[Pixel coordinate listings]
>>>
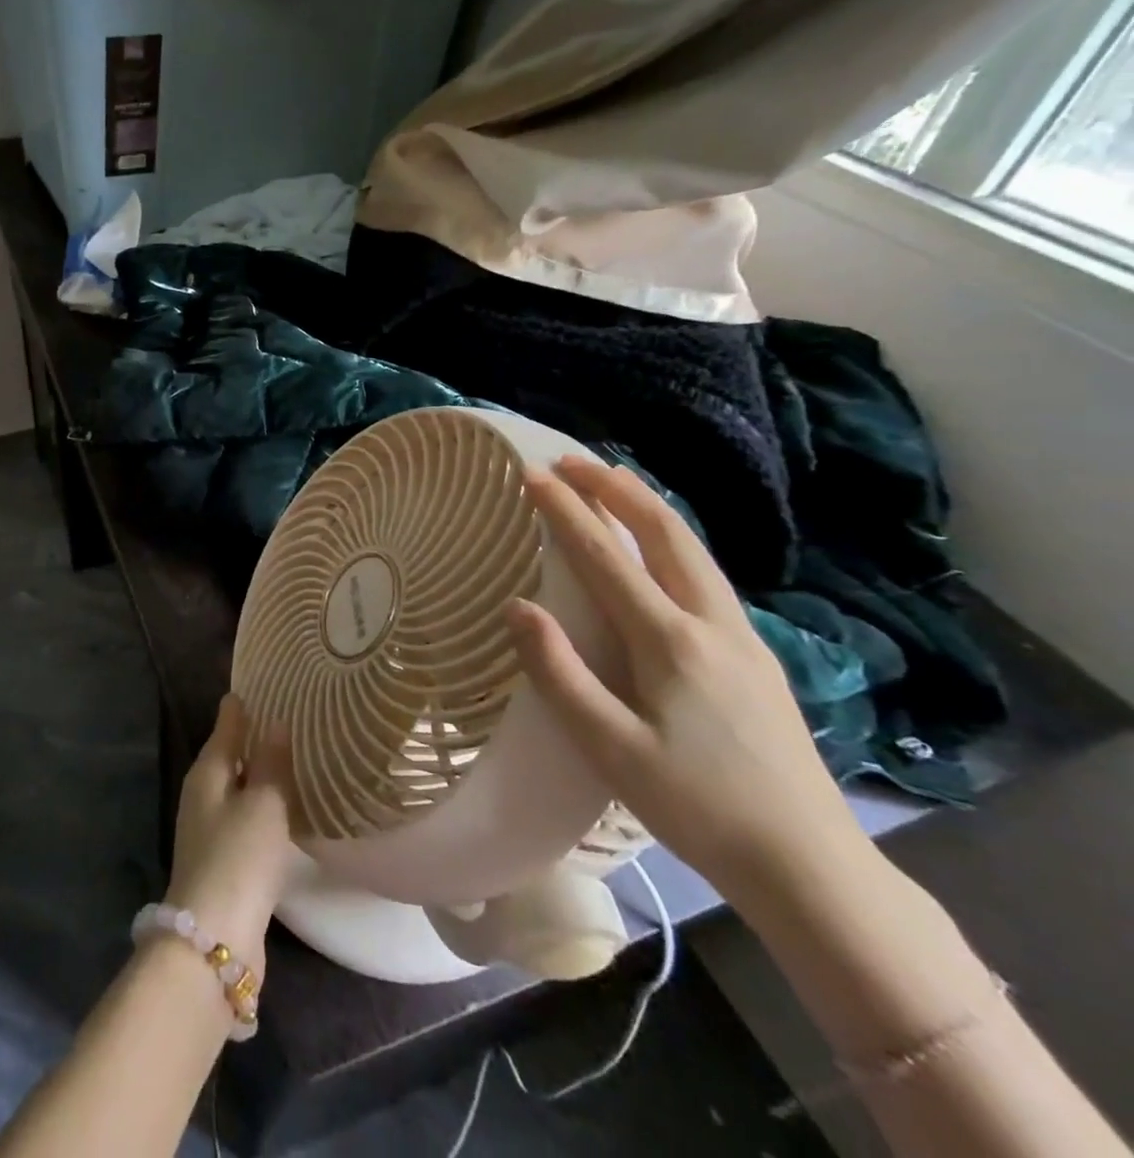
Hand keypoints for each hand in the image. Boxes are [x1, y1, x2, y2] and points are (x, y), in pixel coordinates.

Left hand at [163, 694, 293, 976]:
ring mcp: (210, 831)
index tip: (259, 686)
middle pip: (229, 757)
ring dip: (260, 776)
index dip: (241, 708)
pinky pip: (246, 820)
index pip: (225, 727)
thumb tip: (276, 723)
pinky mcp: (224, 862)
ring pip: (238, 790)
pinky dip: (263, 808)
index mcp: (206, 773)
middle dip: (252, 739)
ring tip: (293, 760)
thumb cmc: (239, 857)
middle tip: (287, 719)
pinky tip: (285, 811)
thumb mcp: (263, 804)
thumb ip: (272, 763)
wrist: (215, 939)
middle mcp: (202, 796)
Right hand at [506, 457, 871, 906]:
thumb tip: (518, 606)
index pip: (606, 557)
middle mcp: (711, 624)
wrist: (807, 863)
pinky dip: (671, 541)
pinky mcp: (756, 658)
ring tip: (613, 485)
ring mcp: (742, 638)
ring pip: (693, 550)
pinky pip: (705, 575)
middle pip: (665, 533)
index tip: (531, 475)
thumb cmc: (696, 805)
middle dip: (616, 489)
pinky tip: (659, 553)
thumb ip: (559, 672)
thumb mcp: (610, 747)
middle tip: (572, 462)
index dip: (566, 511)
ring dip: (648, 508)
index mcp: (671, 642)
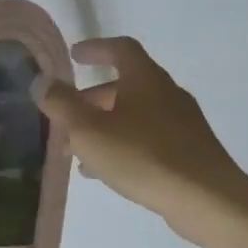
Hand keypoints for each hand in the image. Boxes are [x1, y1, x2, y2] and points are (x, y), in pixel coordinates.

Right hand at [36, 36, 247, 247]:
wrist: (206, 199)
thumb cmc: (143, 156)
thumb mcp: (89, 130)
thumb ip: (61, 104)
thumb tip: (41, 81)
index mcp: (145, 79)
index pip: (120, 49)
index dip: (96, 48)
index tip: (74, 55)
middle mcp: (167, 94)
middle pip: (125, 86)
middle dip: (91, 99)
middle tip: (66, 116)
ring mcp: (182, 123)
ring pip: (134, 116)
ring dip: (104, 126)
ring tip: (77, 151)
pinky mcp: (189, 151)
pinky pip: (147, 138)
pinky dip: (122, 145)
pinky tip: (106, 171)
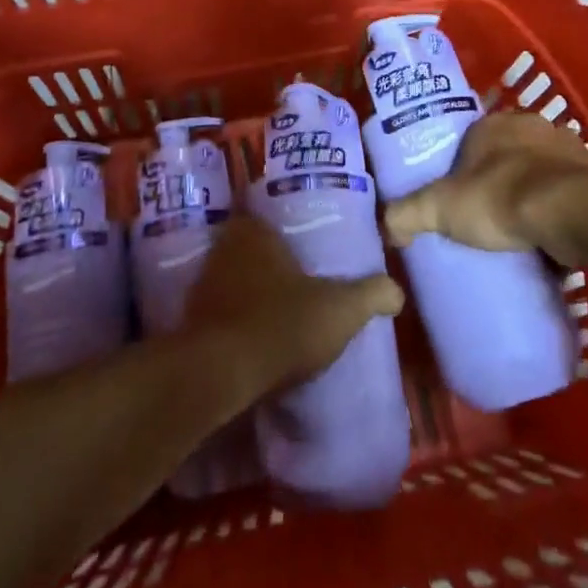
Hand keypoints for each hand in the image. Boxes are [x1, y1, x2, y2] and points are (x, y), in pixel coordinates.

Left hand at [184, 215, 403, 392]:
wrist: (221, 376)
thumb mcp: (341, 309)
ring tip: (276, 307)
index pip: (263, 212)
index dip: (280, 223)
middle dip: (266, 258)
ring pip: (230, 277)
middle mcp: (222, 248)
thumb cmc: (282, 324)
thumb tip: (397, 291)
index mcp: (253, 230)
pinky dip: (232, 319)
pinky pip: (217, 311)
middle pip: (246, 245)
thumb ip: (371, 294)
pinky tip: (253, 337)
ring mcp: (202, 284)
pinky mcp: (190, 322)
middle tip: (293, 273)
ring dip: (247, 290)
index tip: (298, 238)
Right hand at [383, 111, 587, 254]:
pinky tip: (553, 240)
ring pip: (542, 171)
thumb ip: (406, 213)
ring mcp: (567, 150)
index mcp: (493, 124)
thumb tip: (386, 227)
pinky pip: (569, 194)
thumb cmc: (499, 197)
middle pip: (509, 153)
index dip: (464, 165)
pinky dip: (561, 212)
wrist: (569, 213)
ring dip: (535, 193)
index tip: (460, 195)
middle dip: (501, 178)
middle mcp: (532, 127)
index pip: (472, 138)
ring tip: (522, 232)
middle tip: (489, 214)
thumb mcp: (439, 208)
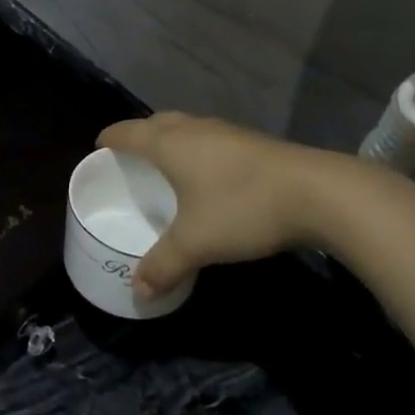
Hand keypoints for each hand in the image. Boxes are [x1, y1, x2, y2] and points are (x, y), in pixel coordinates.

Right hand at [99, 113, 368, 297]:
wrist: (317, 192)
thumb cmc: (243, 208)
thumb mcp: (197, 243)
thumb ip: (164, 265)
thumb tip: (137, 291)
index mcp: (169, 143)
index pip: (126, 132)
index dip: (108, 139)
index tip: (97, 150)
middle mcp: (192, 128)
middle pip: (154, 123)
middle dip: (138, 136)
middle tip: (129, 161)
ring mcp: (224, 131)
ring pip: (184, 127)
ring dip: (169, 140)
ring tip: (165, 167)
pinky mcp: (250, 140)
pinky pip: (207, 137)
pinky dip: (195, 149)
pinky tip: (207, 175)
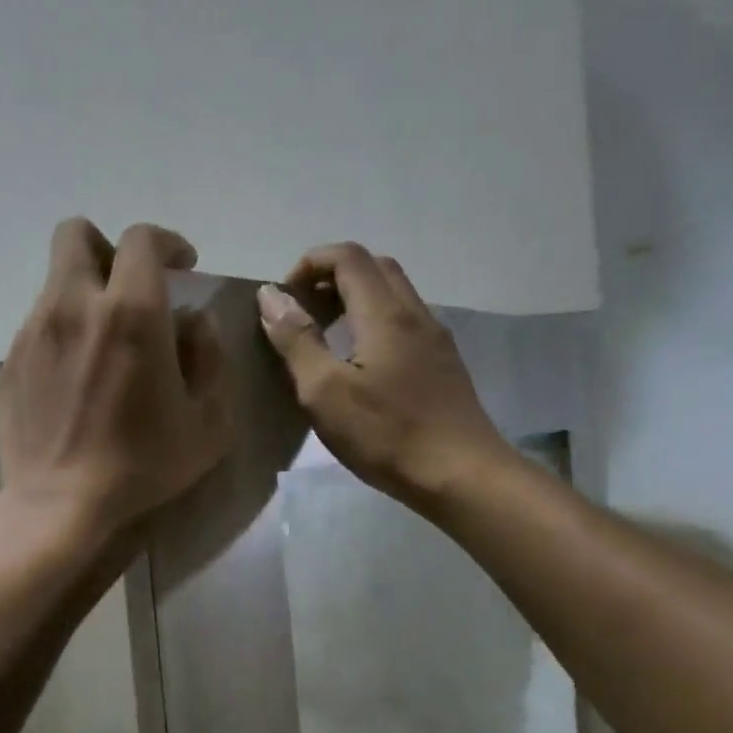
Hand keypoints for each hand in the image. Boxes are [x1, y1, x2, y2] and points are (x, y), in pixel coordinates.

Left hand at [0, 220, 230, 539]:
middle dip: (108, 248)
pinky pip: (39, 321)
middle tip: (130, 287)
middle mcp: (74, 305)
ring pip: (56, 280)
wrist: (59, 504)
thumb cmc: (142, 466)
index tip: (181, 267)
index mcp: (131, 312)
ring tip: (104, 342)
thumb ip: (210, 356)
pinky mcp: (10, 359)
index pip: (141, 239)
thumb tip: (191, 322)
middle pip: (77, 234)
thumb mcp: (208, 421)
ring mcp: (34, 330)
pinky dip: (63, 329)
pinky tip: (76, 375)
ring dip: (85, 292)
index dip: (167, 243)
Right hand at [258, 243, 509, 509]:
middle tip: (303, 311)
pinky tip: (359, 362)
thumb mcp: (324, 392)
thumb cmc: (386, 434)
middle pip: (375, 267)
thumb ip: (296, 340)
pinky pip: (404, 321)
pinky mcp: (443, 363)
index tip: (283, 298)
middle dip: (332, 276)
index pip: (348, 257)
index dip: (310, 263)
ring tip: (325, 334)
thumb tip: (270, 296)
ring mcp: (435, 339)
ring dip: (354, 298)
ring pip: (393, 293)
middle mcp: (415, 314)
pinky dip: (373, 320)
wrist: (461, 475)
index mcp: (385, 314)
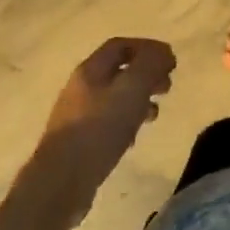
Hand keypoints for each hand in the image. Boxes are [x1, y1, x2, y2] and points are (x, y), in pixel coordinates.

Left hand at [33, 38, 175, 223]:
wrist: (59, 184)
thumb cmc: (98, 129)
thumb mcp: (131, 89)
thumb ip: (150, 65)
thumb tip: (163, 52)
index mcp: (90, 69)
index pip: (121, 45)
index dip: (148, 48)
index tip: (170, 61)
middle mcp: (81, 88)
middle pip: (118, 71)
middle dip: (146, 75)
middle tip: (166, 87)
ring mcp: (76, 116)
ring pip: (114, 98)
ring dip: (138, 100)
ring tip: (154, 115)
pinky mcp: (77, 143)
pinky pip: (106, 123)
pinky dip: (125, 123)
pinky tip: (133, 139)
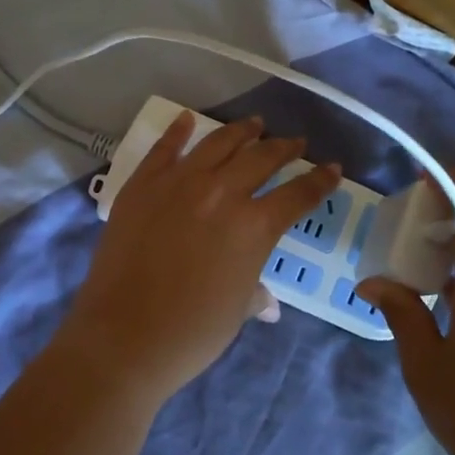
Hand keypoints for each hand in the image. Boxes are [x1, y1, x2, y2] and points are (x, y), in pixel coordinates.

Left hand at [58, 112, 340, 402]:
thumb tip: (267, 303)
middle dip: (284, 148)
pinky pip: (164, 148)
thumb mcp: (236, 312)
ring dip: (241, 131)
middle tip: (294, 142)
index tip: (331, 168)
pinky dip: (178, 130)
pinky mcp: (143, 184)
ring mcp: (179, 183)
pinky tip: (187, 119)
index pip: (298, 195)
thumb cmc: (191, 333)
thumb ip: (254, 293)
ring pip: (218, 143)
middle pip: (262, 158)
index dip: (320, 181)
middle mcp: (222, 193)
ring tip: (254, 124)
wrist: (123, 335)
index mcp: (255, 226)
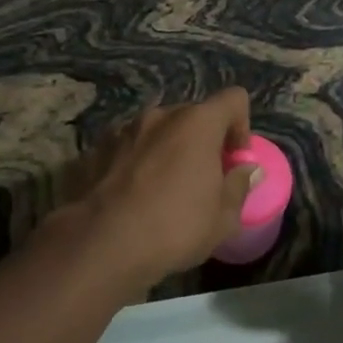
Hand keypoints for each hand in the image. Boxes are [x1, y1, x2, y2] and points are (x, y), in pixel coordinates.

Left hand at [72, 90, 261, 291]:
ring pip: (156, 130)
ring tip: (161, 188)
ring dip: (166, 149)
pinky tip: (129, 195)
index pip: (233, 99)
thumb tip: (246, 169)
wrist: (101, 243)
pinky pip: (127, 147)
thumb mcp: (223, 219)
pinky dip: (134, 161)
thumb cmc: (174, 228)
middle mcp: (160, 115)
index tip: (234, 158)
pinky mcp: (95, 147)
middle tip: (202, 178)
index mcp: (197, 123)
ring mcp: (123, 128)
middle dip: (202, 140)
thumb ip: (239, 186)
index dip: (241, 124)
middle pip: (192, 114)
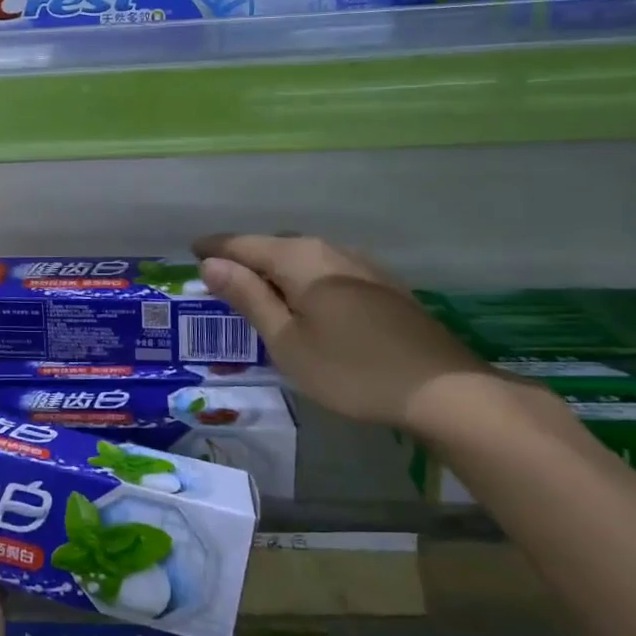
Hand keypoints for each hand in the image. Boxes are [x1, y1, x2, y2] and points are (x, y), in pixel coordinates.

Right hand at [192, 233, 491, 431]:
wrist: (443, 391)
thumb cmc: (351, 370)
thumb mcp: (287, 341)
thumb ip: (248, 298)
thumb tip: (211, 264)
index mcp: (299, 258)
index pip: (243, 244)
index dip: (214, 248)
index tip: (191, 253)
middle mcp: (329, 250)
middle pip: (274, 246)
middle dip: (244, 258)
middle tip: (219, 280)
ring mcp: (361, 265)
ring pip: (303, 258)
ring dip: (275, 271)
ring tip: (257, 293)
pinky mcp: (382, 286)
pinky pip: (326, 271)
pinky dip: (303, 281)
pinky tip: (305, 304)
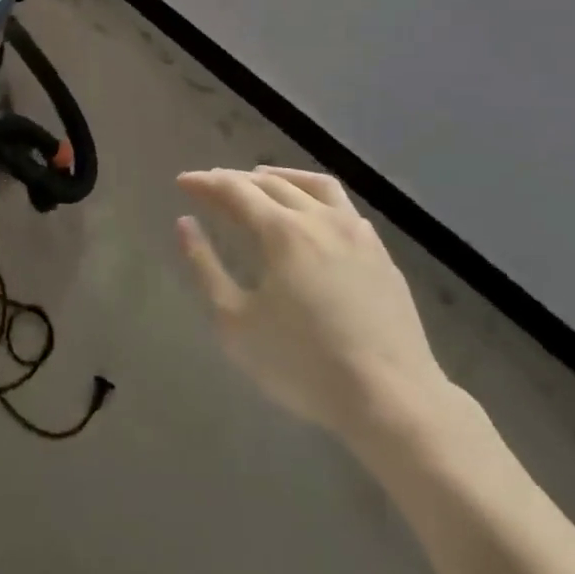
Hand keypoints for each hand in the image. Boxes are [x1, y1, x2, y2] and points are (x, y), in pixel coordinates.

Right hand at [176, 166, 453, 443]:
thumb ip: (205, 267)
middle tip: (212, 184)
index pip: (235, 190)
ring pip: (314, 184)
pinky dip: (315, 196)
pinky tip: (312, 213)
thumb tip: (185, 224)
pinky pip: (343, 206)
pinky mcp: (380, 252)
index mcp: (282, 231)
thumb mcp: (236, 323)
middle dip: (236, 179)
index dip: (206, 182)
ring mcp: (356, 232)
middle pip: (271, 182)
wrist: (391, 397)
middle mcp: (319, 218)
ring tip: (261, 179)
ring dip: (281, 176)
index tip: (183, 181)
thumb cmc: (303, 364)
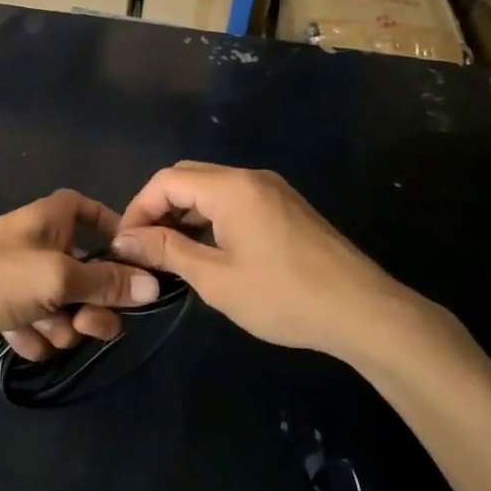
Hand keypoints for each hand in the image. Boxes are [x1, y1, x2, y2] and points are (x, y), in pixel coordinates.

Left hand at [0, 190, 160, 359]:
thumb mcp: (58, 278)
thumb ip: (107, 284)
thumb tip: (155, 285)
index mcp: (56, 218)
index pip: (99, 215)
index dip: (118, 240)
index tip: (135, 271)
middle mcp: (45, 243)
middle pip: (91, 275)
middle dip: (91, 306)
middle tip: (86, 325)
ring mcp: (26, 277)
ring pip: (68, 309)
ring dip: (59, 327)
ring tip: (38, 328)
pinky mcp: (9, 307)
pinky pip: (41, 326)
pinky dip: (33, 336)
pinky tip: (15, 337)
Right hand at [111, 162, 425, 364]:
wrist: (365, 313)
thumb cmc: (284, 296)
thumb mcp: (216, 278)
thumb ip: (168, 251)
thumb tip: (126, 239)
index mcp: (230, 187)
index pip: (166, 180)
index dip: (138, 208)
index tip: (125, 244)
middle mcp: (249, 177)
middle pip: (187, 177)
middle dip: (158, 208)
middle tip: (145, 247)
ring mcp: (272, 190)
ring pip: (211, 188)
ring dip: (184, 213)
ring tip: (170, 252)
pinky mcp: (286, 207)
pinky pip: (234, 200)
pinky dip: (210, 217)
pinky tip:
<<<
The lines wanted are those from the one with "index mcp: (230, 187)" through the last line of the records, repeated exactly and with both ends included.

index mcp: (230, 187)
index pip: (166, 180)
index dip: (138, 208)
index tip: (125, 244)
middle mcp: (249, 177)
middle pip: (187, 177)
middle dip: (158, 208)
middle tip: (145, 247)
ring mcp: (272, 190)
ring pip: (211, 188)
ring dip: (184, 213)
ring tip: (170, 252)
pinky mcp: (286, 207)
pinky pip: (234, 200)
pinky dip: (210, 217)
pinky tip:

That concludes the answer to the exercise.